# Geopandas spatial join

*This is not part of the learning objectives for this session and will not be assessed. This is included for those interested in an example of how location information (latitude and longitude) can be handled when joining between databases.*

### Running this code

**TO BE ABLE TO RUN THIS CODE YOU WOULD NEED TO CREATE A NEW ENVIRONMENT WITH THE FOLLOWING PACKAGES**

Explicitly downloaded packages using Anaconda:
- geopandas
- sqlalchemy
- jupyterlab (optional)

Doing this through Anaconda should handle dependencies for these modules but if you create your environment in a different way, you may need to install additional packages.

**You would also need to download additional data - see below**

## Find county information for solar panel database

For our UKPVGeo database, we have details about the location of each solar panel/farm but we don't explicitly know which county this is a part of. One way we can find that information is by using our latitude and longitude co-ordinates and match this to the areas of the counties.

One way this can be achieved in Python is by using a module called `geopandas` which is based on the `pandas` module but also allows for spatial points and shapes to be defined. By using this module we can perform a spatial join, where we can check which solar panel locations are within each county area.

### Extracting the county details

Details of the spatial outlines of the counties are made available at "data.gov.uk" and were downloaded from here:

https://data.gov.uk/dataset/11302ddc-65bc-4a8f-96a9-af5c456e442c/counties-and-unitary-authorities-december-2016-full-clipped-boundaries-in-england-and-wales

This data is available is multiple formats.

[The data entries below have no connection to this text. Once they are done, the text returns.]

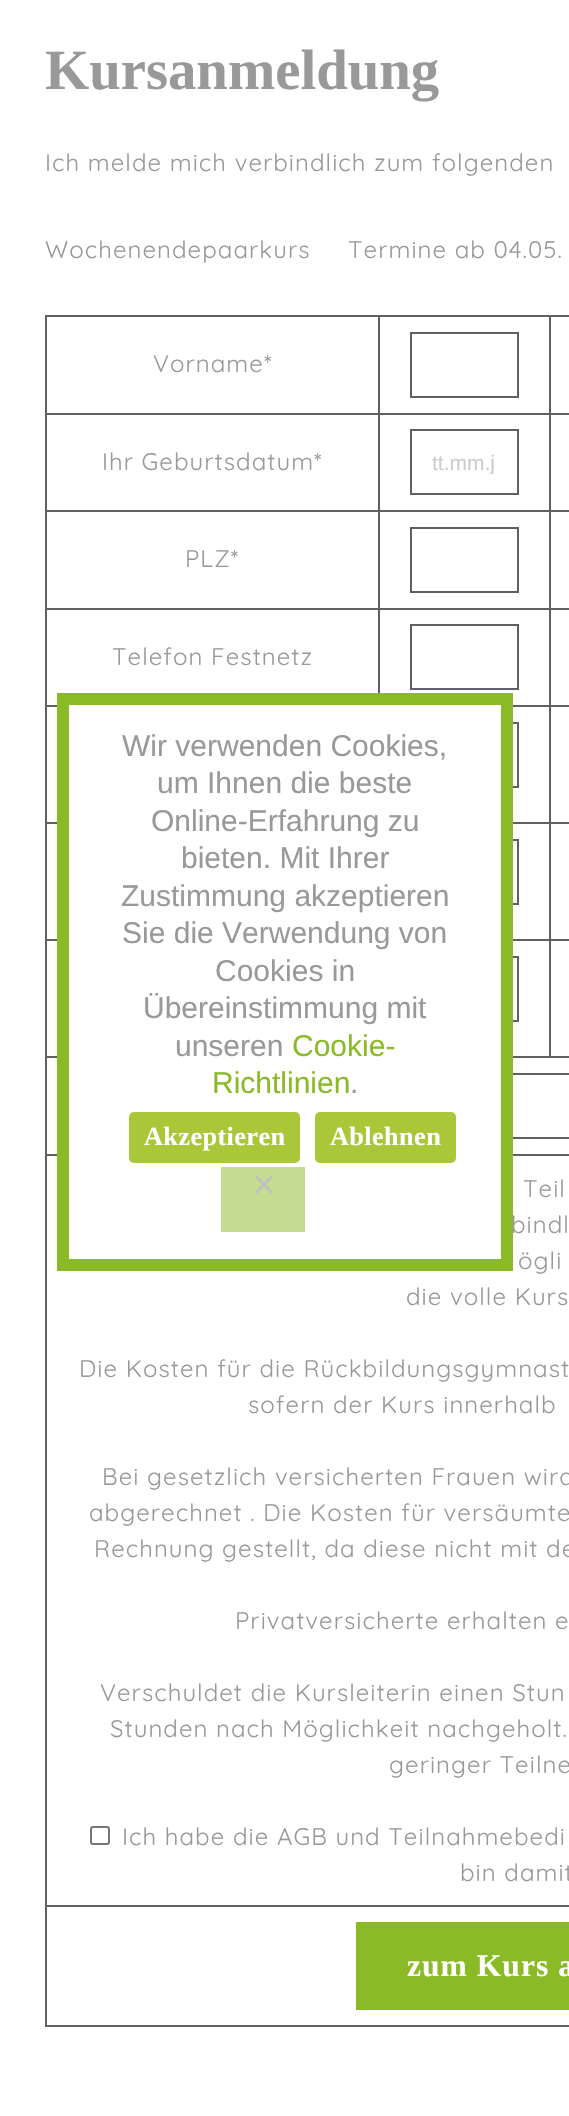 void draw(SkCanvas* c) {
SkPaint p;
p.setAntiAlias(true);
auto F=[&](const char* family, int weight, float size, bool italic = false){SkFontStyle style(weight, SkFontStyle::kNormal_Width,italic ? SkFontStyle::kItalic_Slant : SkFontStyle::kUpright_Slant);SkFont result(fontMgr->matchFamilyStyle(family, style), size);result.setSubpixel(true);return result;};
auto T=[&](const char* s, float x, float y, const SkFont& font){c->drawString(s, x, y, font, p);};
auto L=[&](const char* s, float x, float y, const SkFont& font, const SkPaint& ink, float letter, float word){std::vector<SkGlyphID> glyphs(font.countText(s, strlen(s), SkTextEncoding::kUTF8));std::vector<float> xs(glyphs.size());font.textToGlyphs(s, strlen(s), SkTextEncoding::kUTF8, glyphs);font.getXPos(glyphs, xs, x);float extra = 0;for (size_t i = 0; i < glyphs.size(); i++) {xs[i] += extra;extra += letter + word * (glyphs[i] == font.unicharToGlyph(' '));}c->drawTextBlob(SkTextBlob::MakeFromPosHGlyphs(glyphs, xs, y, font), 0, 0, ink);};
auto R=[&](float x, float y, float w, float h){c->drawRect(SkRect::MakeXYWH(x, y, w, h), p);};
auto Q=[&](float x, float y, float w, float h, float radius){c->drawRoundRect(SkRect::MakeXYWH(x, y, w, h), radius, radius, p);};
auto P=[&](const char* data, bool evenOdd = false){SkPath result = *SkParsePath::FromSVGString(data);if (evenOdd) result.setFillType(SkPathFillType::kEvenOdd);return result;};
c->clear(0xffffffff);
auto f1 = F("Liberation Serif",700,56.75);
p.setColor(0xff999999);
T("Kursanmeldung",45,89,f1);
auto f2 = F("Quicksand",400,24);
L("Ich melde mich verbindlich zum folgenden",45,171,f2,p,1.05,0);
L("Wochenendepaarkurs",45,258,f2,p,1.05,0);
L("Termine ab 04.05.",348,258,f2,p,1.05,0);
p.setColor(0xff606060);
R(45,315,524,2);
R(45,2025,524,2);
R(45,315,2,1712);
R(45,1056,524,2);
R(45,413,524,2);
R(45,510,524,2);
R(45,608,524,2);
R(45,705,524,2);
R(45,822,524,2);
R(45,939,524,2);
R(549,315,2,743);
p.setStroke(true);
p.setStrokeWidth(2);
c->drawRect(SkRect::MakeXYWH(411,957,107,64),p);
p.setStroke(false);
p.setColor(0xff999999);
L("Vorname*",153,372,f2,p,1.05,0);
p.setStroke(true);
p.setColor(0xff606060);
c->drawRect(SkRect::MakeXYWH(411,333,107,64),p);
p.setStroke(false);
p.setColor(0xff999999);
L("Ihr Geburtsdatum*",102,470,f2,p,1.05,0);
p.setStroke(true);
p.setColor(0xff606060);
c->drawRect(SkRect::MakeXYWH(411,430,107,64),p);
c->save();
c->clipRect(SkRect::MakeXYWH(432,450,65,24));
auto f3 = F("Liberation Sans",400,21);
p.setStroke(false);
p.setColor(0xffcccccc);
T("tt.mm.j",432,470,f3);
c->restore();
p.setColor(0xff999999);
L("PLZ*",185,567,f2,p,1.05,0);
p.setStroke(true);
p.setColor(0xff606060);
c->drawRect(SkRect::MakeXYWH(411,528,107,64),p);
p.setStroke(false);
R(378,315,2,378);
p.setColor(0xff999999);
L("Telefon Festnetz",112,665,f2,p,1.05,0);
p.setStroke(true);
p.setColor(0xff606060);
c->drawRect(SkRect::MakeXYWH(411,625,107,64),p);
c->drawRect(SkRect::MakeXYWH(411,723,107,64),p);
c->drawRect(SkRect::MakeXYWH(411,840,107,64),p);
p.setStroke(false);
R(45,1154,524,2);
p.setStroke(true);
c->drawRect(SkRect::MakeXYWH(78,1074,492,64),p);
p.setStroke(false);
R(45,1905,524,2);
p.setColor(0xff999999);
L("Teil",523,1197,f2,p,1.05,0);
L("bindl",511,1233,f2,p,1.05,0);
L("ögli",518,1269,f2,p,1.05,0);
L("die volle Kurs",406,1305,f2,p,1.05,0);
L("Die Kosten für die Rückbildungsgymnast",79,1377,f2,p,1.05,0);
L("sofern der Kurs innerhalb",248,1413,f2,p,1.05,0);
L("Bei gesetzlich versicherten Frauen wird",102,1485,f2,p,1.05,0);
L("abgerechnet . Die Kosten für versäumte",89,1521,f2,p,1.05,0);
L("Rechnung gestellt, da diese nicht mit de",94,1557,f2,p,1.05,0);
L("Privatversicherte erhalten e",235,1629,f2,p,1.05,0);
L("Verschuldet die Kursleiterin einen Stun",100,1701,f2,p,1.05,0);
L("Stunden nach Möglichkeit nachgeholt.",110,1737,f2,p,1.05,0);
L("geringer Teilne",389,1773,f2,p,1.05,0);
p.setStroke(true);
p.setColor(0xff767676);
c->drawRoundRect(SkRect::MakeXYWH(91,1827,18,17),2,2,p);
p.setStroke(false);
p.setColor(0xff999999);
L("Ich habe die AGB und Teilnahmebedi",122,1845,f2,p,1.05,0);
L("bin damit",460,1881,f2,p,1.05,0);
p.setColor(0xff8bba27);
R(356,1922,213,88);
auto f4 = F("Liberation Serif",700,31.5);
p.setColor(0xffffffff);
L("zum Kurs a",407,1976,f4,p,1.05,0);
R(69,705,432,451);
p.setStroke(true);
p.setStrokeWidth(12);
p.setColor(0xff8bba27);
c->drawRect(SkRect::MakeXYWH(63,699,444,566),p);
auto f5 = F("Liberation Sans",400,30);
p.setStroke(false);
p.setColor(0xff999999);
T("Wir verwenden Cookies,",122,756,f5);
T("um Ihnen die beste",157,793,f5);
T("Online-Erfahrung zu",151,831,f5);
T("bieten. Mit Ihrer",181,868,f5);
T("Zustimmung akzeptieren",121,906,f5);
T("Sie die Verwendung von",122,943,f5);
T("Cookies in",215,981,f5);
T("Übereinstimmung mit",143,1018,f5);
T("unseren",175,1056,f5);
p.setColor(0xff8bba27);
T("Cookie-",292,1056,f5);
T("Richtlinien",212,1093,f5);
p.setColor(0xff999999);
T(".",350,1093,f5);
p.setColor(0xffaac639);
Q(129,1112,171,51,5);
auto f6 = F("Liberation Serif",700,26.25);
p.setColor(0xffffffff);
L("Akzeptieren",144,1145,f6,p,.4,0);
p.setColor(0xffaac639);
Q(315,1112,141,51,5);
p.setColor(0xffffffff);
L("Ablehnen",330,1145,f6,p,.4,0);
p.setColor(0xffc5dd93);
R(221,1167,84,65);
p.setColor(0xffc0c0c0);
c->drawPath(P("M271 1175.5l2 2l-16 16l-2-2z"),p);
c->drawPath(P("M255 1177.5l2-2l16 16l-2 2z"),p);
} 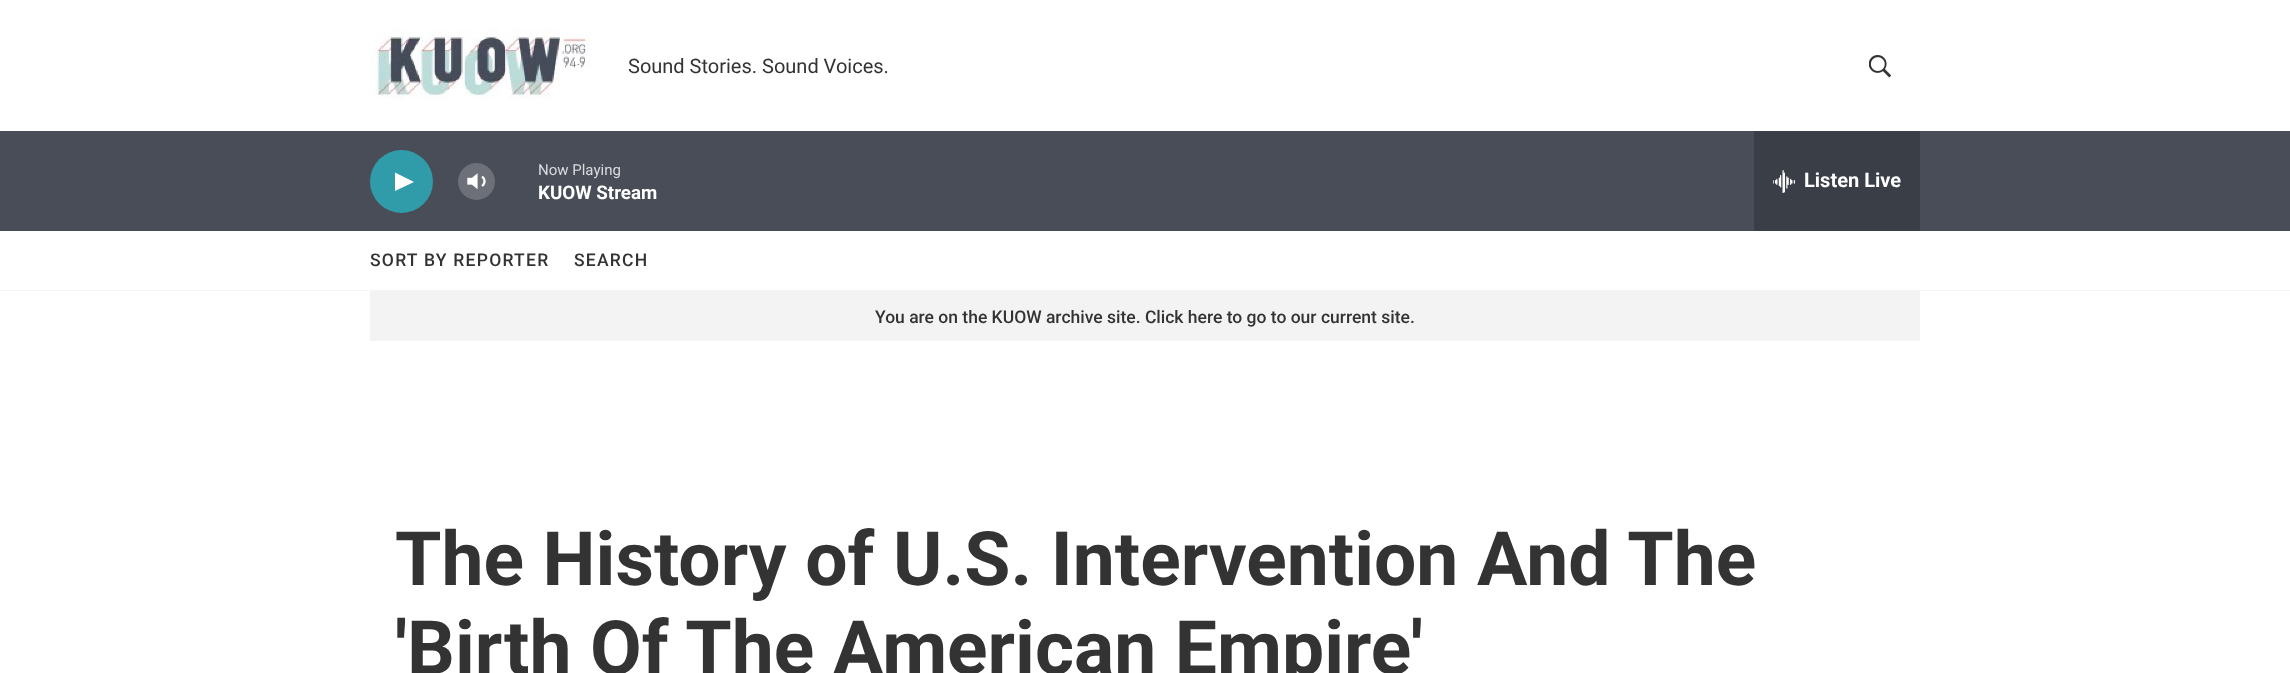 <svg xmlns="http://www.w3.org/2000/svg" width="2290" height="673">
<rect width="100%" height="100%" fill="#fff"/>
<rect y="290" width="2290" height="1" fill="#f5f5f5"/>
<image x="370" y="29" width="220" height="71" href="media/1.png"/>
<text x="628" y="73" style="font-family:Roboto;font-size:20px;fill:#333">Sound Stories. Sound Voices.</text>
<image x="1869" y="55" width="22" height="23" href="media/2.png"/>
<rect y="131" width="2290" height="100" fill="#494d58"/>
<circle cx="401.5" cy="181.5" r="31.5" fill="#309ca9"/>
<path d="M395 172.5l19 9.5l-19 9z" fill="#fff"/>
<image x="467" y="173" width="19" height="17" href="media/3.png"/>
<circle cx="476.5" cy="181.5" r="18.5" fill="#ffffff33"/>
<text x="538" y="175" style="font-family:Roboto;font-size:15px;fill:#dbdbde">Now Playing</text>
<text x="538" y="199" style="font-family:'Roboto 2';font-size:18.75px;font-weight:bold;fill:#fff">KUOW Stream</text>
<rect x="1754" y="131" width="166" height="100" fill="#3a3e46"/>
<image x="1773" y="170" width="22" height="23" href="media/4.png"/>
<text x="1804" y="187" style="font-family:'Roboto 2';font-size:20px;font-weight:bold;fill:#fff">Listen Live</text>
<text x="370" y="266" style="font-family:Roboto;font-size:17.5px;font-weight:500;letter-spacing:1.25px;fill:#333">SORT BY REPORTER</text>
<text x="574" y="266" style="font-family:Roboto;font-size:17.5px;font-weight:500;letter-spacing:1.25px;fill:#333">SEARCH</text>
<rect x="370" y="291" width="1550" height="50" fill="#f3f3f3"/>
<text x="875" y="323" style="font-family:Roboto;font-size:17.5px;font-weight:500;fill:#333">You are on the KUOW archive site. Click here to go to our current site.</text>
<text x="395" y="585" style="font-family:Roboto;font-size:75px;font-weight:bold;fill:#333">The History of U.S. Intervention And The</text>
<text x="395" y="674" style="font-family:Roboto;font-size:75px;font-weight:bold;fill:#333">'Birth Of The American Empire'</text>
</svg>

I used the GeoJSON format as a nice modern format that works well with the [`geopandas` library](https://geopandas.org/index.html) ([User Guide](https://geopandas.org/docs/user_guide.html)).

*To run this code download the "Counties_and_Unitary_Authorities_(December_2016)_Boundaries.geojson" file and save this in the "data" sub-folder*

In [1]:
import geopandas

# Extract counties from a GEOJson file as a geopandas DataFrame
filename = "data/Counties_and_Unitary_Authorities_(December_2016)_Boundaries.geojson"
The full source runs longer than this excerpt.